**Prompt**
Drop every picture, then print the rest of the listing exactly as given.

**Records provided**
..........

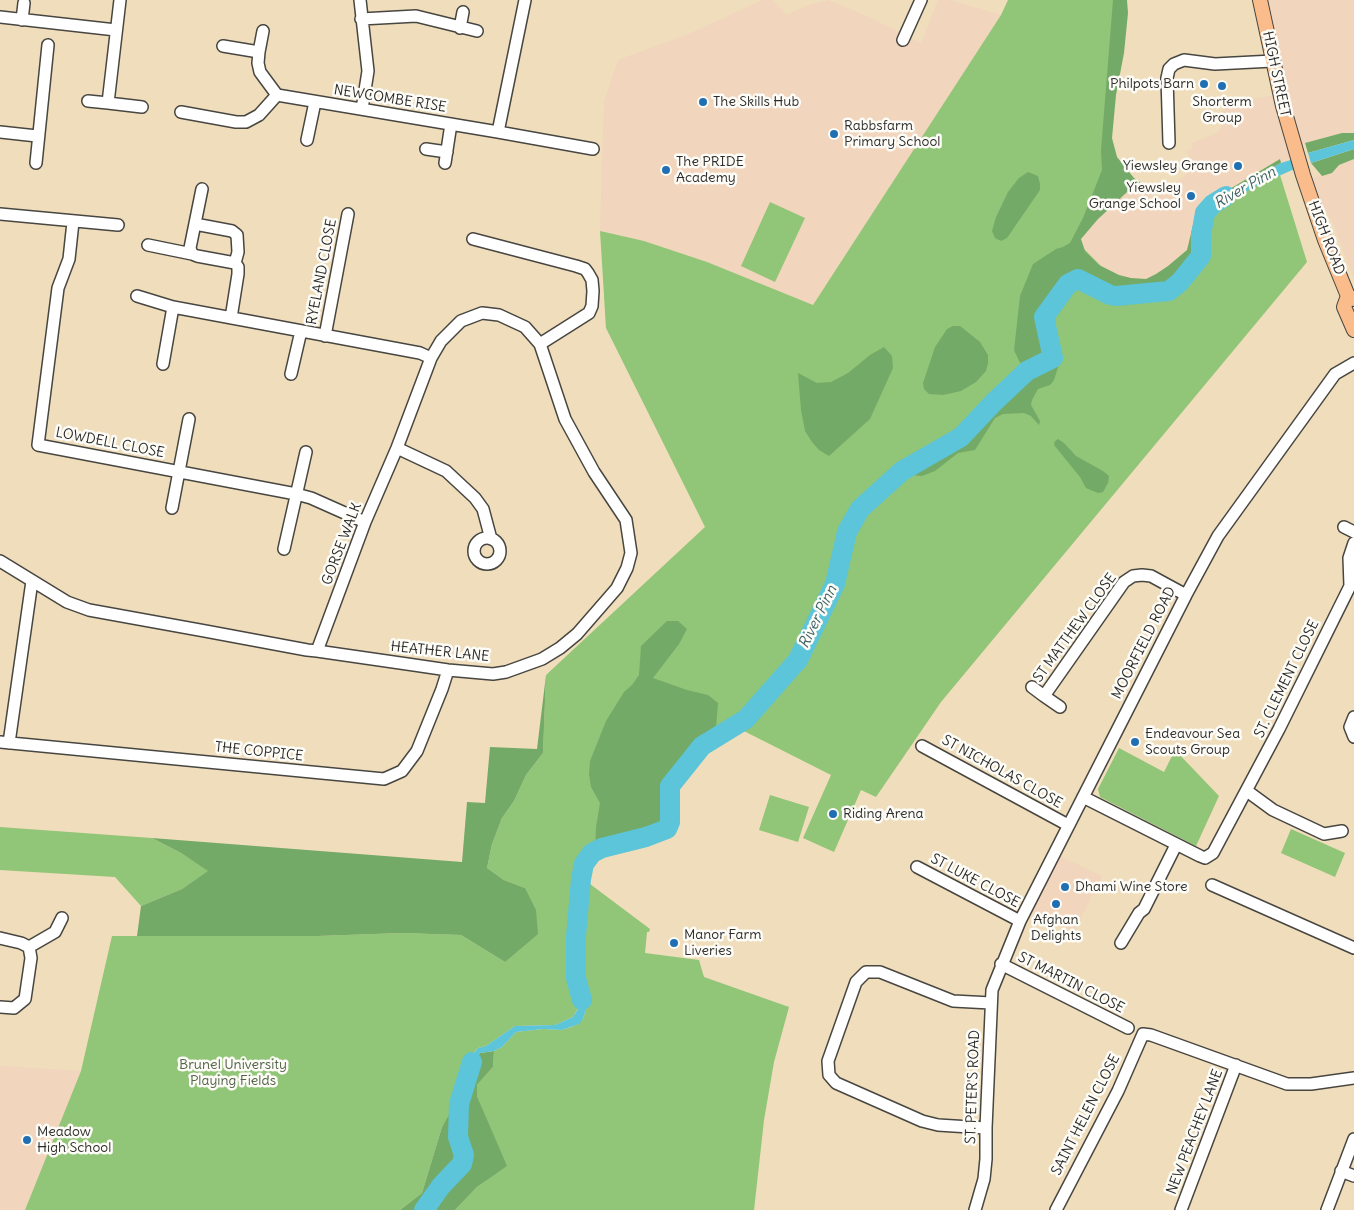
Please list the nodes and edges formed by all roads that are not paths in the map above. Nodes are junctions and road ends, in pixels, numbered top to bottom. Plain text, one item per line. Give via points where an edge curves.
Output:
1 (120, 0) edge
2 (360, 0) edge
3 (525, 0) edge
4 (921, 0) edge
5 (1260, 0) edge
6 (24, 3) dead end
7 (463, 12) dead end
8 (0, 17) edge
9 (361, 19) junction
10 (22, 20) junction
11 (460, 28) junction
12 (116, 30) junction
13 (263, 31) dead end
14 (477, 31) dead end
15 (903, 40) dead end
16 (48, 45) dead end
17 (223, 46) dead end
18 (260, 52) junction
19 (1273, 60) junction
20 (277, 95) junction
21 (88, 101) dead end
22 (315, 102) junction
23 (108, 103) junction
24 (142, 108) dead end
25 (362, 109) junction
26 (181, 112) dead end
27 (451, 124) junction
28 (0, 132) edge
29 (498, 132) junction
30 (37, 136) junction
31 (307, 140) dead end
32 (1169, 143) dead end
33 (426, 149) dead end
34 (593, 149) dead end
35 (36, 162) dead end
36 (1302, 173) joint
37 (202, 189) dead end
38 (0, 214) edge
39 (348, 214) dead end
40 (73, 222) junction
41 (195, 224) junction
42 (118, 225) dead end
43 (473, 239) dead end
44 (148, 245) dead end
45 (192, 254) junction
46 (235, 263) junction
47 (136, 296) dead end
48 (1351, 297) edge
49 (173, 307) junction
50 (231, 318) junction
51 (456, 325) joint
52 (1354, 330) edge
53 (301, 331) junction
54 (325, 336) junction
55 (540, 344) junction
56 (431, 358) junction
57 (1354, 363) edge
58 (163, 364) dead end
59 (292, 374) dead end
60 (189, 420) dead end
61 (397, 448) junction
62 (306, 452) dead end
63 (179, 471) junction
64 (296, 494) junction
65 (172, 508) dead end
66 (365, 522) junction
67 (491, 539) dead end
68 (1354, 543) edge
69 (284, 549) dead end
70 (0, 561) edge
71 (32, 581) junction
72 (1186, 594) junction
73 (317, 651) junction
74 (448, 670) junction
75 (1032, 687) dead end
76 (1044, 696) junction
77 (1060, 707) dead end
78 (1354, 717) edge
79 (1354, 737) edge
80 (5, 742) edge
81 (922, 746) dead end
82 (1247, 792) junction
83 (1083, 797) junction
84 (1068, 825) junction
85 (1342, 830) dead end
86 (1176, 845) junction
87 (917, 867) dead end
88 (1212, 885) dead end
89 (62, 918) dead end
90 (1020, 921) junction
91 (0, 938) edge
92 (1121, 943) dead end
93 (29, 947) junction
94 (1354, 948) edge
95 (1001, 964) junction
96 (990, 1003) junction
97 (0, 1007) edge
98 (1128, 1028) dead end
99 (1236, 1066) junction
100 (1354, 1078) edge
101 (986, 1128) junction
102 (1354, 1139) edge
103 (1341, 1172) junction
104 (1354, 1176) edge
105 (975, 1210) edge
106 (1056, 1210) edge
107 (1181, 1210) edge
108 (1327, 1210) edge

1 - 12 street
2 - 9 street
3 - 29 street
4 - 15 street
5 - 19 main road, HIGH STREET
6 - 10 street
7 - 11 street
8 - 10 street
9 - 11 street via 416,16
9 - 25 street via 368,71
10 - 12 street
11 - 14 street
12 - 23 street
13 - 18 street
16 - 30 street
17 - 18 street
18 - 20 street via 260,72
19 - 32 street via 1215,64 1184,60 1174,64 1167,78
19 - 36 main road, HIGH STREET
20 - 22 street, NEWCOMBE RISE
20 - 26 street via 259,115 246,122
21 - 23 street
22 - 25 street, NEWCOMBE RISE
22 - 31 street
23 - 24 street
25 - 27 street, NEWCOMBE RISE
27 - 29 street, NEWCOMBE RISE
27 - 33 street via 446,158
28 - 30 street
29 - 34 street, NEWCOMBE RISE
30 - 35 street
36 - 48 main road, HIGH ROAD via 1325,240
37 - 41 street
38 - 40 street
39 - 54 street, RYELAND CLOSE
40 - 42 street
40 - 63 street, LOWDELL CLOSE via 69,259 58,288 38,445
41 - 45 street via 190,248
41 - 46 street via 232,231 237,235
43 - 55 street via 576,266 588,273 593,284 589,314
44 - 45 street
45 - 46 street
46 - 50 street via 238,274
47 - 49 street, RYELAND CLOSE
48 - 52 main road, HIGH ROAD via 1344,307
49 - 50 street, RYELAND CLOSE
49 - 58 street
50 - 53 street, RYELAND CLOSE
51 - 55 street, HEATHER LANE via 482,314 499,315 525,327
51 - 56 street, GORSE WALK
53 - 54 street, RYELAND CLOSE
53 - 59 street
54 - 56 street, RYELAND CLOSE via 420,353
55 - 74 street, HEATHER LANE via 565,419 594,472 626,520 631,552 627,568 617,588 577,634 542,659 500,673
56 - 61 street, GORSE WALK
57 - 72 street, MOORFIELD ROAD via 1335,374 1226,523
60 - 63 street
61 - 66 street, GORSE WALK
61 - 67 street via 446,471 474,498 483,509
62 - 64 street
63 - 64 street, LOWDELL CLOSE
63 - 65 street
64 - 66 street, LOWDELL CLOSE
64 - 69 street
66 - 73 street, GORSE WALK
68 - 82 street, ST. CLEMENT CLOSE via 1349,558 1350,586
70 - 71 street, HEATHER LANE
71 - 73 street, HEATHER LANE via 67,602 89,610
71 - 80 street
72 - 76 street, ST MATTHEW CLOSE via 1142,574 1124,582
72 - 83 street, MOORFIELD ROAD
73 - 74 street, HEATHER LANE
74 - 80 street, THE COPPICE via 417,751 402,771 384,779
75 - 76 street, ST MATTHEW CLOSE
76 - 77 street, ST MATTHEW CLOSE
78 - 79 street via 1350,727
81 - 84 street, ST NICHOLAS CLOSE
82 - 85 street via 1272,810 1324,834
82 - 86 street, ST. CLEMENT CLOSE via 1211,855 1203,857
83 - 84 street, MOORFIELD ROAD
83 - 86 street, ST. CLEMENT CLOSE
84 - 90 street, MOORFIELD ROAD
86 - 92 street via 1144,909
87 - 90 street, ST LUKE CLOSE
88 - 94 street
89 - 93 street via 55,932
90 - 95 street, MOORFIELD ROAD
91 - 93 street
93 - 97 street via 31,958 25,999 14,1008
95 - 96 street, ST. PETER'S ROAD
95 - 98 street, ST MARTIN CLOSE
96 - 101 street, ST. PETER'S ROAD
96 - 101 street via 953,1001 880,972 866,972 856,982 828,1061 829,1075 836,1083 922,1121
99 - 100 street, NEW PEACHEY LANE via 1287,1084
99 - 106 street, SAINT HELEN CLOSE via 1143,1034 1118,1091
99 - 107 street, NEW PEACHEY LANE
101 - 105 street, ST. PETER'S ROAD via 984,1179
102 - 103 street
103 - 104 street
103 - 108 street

..........

**Written solution**
Please list the nodes and edges formed by all roads that are not paths in the map above. Nodes are junctions and road ends, in pixels, numbered top to bottom. Plain text, one item per line. Give via points where an edge curves.
Output:
1 (120, 0) edge
2 (360, 0) edge
3 (525, 0) edge
4 (921, 0) edge
5 (1260, 0) edge
6 (24, 3) dead end
7 (463, 12) dead end
8 (0, 17) edge
9 (361, 19) junction
10 (22, 20) junction
11 (460, 28) junction
12 (116, 30) junction
13 (263, 31) dead end
14 (477, 31) dead end
15 (903, 40) dead end
16 (48, 45) dead end
17 (223, 46) dead end
18 (260, 52) junction
19 (1273, 60) junction
20 (277, 95) junction
21 (88, 101) dead end
22 (315, 102) junction
23 (108, 103) junction
24 (142, 108) dead end
25 (362, 109) junction
26 (181, 112) dead end
27 (451, 124) junction
28 (0, 132) edge
29 (498, 132) junction
30 (37, 136) junction
31 (307, 140) dead end
32 (1169, 143) dead end
33 (426, 149) dead end
34 (593, 149) dead end
35 (36, 162) dead end
36 (1302, 173) joint
37 (202, 189) dead end
38 (0, 214) edge
39 (348, 214) dead end
40 (73, 222) junction
41 (195, 224) junction
42 (118, 225) dead end
43 (473, 239) dead end
44 (148, 245) dead end
45 (192, 254) junction
46 (235, 263) junction
47 (136, 296) dead end
48 (1351, 297) edge
49 (173, 307) junction
50 (231, 318) junction
51 (456, 325) joint
52 (1354, 330) edge
53 (301, 331) junction
54 (325, 336) junction
55 (540, 344) junction
56 (431, 358) junction
57 (1354, 363) edge
58 (163, 364) dead end
59 (292, 374) dead end
60 (189, 420) dead end
61 (397, 448) junction
62 (306, 452) dead end
63 (179, 471) junction
64 (296, 494) junction
65 (172, 508) dead end
66 (365, 522) junction
67 (491, 539) dead end
68 (1354, 543) edge
69 (284, 549) dead end
70 (0, 561) edge
71 (32, 581) junction
72 (1186, 594) junction
73 (317, 651) junction
74 (448, 670) junction
75 (1032, 687) dead end
76 (1044, 696) junction
77 (1060, 707) dead end
78 (1354, 717) edge
79 (1354, 737) edge
80 (5, 742) edge
81 (922, 746) dead end
82 (1247, 792) junction
83 (1083, 797) junction
84 (1068, 825) junction
85 (1342, 830) dead end
86 (1176, 845) junction
87 (917, 867) dead end
88 (1212, 885) dead end
89 (62, 918) dead end
90 (1020, 921) junction
91 (0, 938) edge
92 (1121, 943) dead end
93 (29, 947) junction
94 (1354, 948) edge
95 (1001, 964) junction
96 (990, 1003) junction
97 (0, 1007) edge
98 (1128, 1028) dead end
99 (1236, 1066) junction
100 (1354, 1078) edge
101 (986, 1128) junction
102 (1354, 1139) edge
103 (1341, 1172) junction
104 (1354, 1176) edge
105 (975, 1210) edge
106 (1056, 1210) edge
107 (1181, 1210) edge
108 (1327, 1210) edge

1 - 12 street
2 - 9 street
3 - 29 street
4 - 15 street
5 - 19 main road, HIGH STREET
6 - 10 street
7 - 11 street
8 - 10 street
9 - 11 street via 416,16
9 - 25 street via 368,71
10 - 12 street
11 - 14 street
12 - 23 street
13 - 18 street
16 - 30 street
17 - 18 street
18 - 20 street via 260,72
19 - 32 street via 1215,64 1184,60 1174,64 1167,78
19 - 36 main road, HIGH STREET
20 - 22 street, NEWCOMBE RISE
20 - 26 street via 259,115 246,122
21 - 23 street
22 - 25 street, NEWCOMBE RISE
22 - 31 street
23 - 24 street
25 - 27 street, NEWCOMBE RISE
27 - 29 street, NEWCOMBE RISE
27 - 33 street via 446,158
28 - 30 street
29 - 34 street, NEWCOMBE RISE
30 - 35 street
36 - 48 main road, HIGH ROAD via 1325,240
37 - 41 street
38 - 40 street
39 - 54 street, RYELAND CLOSE
40 - 42 street
40 - 63 street, LOWDELL CLOSE via 69,259 58,288 38,445
41 - 45 street via 190,248
41 - 46 street via 232,231 237,235
43 - 55 street via 576,266 588,273 593,284 589,314
44 - 45 street
45 - 46 street
46 - 50 street via 238,274
47 - 49 street, RYELAND CLOSE
48 - 52 main road, HIGH ROAD via 1344,307
49 - 50 street, RYELAND CLOSE
49 - 58 street
50 - 53 street, RYELAND CLOSE
51 - 55 street, HEATHER LANE via 482,314 499,315 525,327
51 - 56 street, GORSE WALK
53 - 54 street, RYELAND CLOSE
53 - 59 street
54 - 56 street, RYELAND CLOSE via 420,353
55 - 74 street, HEATHER LANE via 565,419 594,472 626,520 631,552 627,568 617,588 577,634 542,659 500,673
56 - 61 street, GORSE WALK
57 - 72 street, MOORFIELD ROAD via 1335,374 1226,523
60 - 63 street
61 - 66 street, GORSE WALK
61 - 67 street via 446,471 474,498 483,509
62 - 64 street
63 - 64 street, LOWDELL CLOSE
63 - 65 street
64 - 66 street, LOWDELL CLOSE
64 - 69 street
66 - 73 street, GORSE WALK
68 - 82 street, ST. CLEMENT CLOSE via 1349,558 1350,586
70 - 71 street, HEATHER LANE
71 - 73 street, HEATHER LANE via 67,602 89,610
71 - 80 street
72 - 76 street, ST MATTHEW CLOSE via 1142,574 1124,582
72 - 83 street, MOORFIELD ROAD
73 - 74 street, HEATHER LANE
74 - 80 street, THE COPPICE via 417,751 402,771 384,779
75 - 76 street, ST MATTHEW CLOSE
76 - 77 street, ST MATTHEW CLOSE
78 - 79 street via 1350,727
81 - 84 street, ST NICHOLAS CLOSE
82 - 85 street via 1272,810 1324,834
82 - 86 street, ST. CLEMENT CLOSE via 1211,855 1203,857
83 - 84 street, MOORFIELD ROAD
83 - 86 street, ST. CLEMENT CLOSE
84 - 90 street, MOORFIELD ROAD
86 - 92 street via 1144,909
87 - 90 street, ST LUKE CLOSE
88 - 94 street
89 - 93 street via 55,932
90 - 95 street, MOORFIELD ROAD
91 - 93 street
93 - 97 street via 31,958 25,999 14,1008
95 - 96 street, ST. PETER'S ROAD
95 - 98 street, ST MARTIN CLOSE
96 - 101 street, ST. PETER'S ROAD
96 - 101 street via 953,1001 880,972 866,972 856,982 828,1061 829,1075 836,1083 922,1121
99 - 100 street, NEW PEACHEY LANE via 1287,1084
99 - 106 street, SAINT HELEN CLOSE via 1143,1034 1118,1091
99 - 107 street, NEW PEACHEY LANE
101 - 105 street, ST. PETER'S ROAD via 984,1179
102 - 103 street
103 - 104 street
103 - 108 street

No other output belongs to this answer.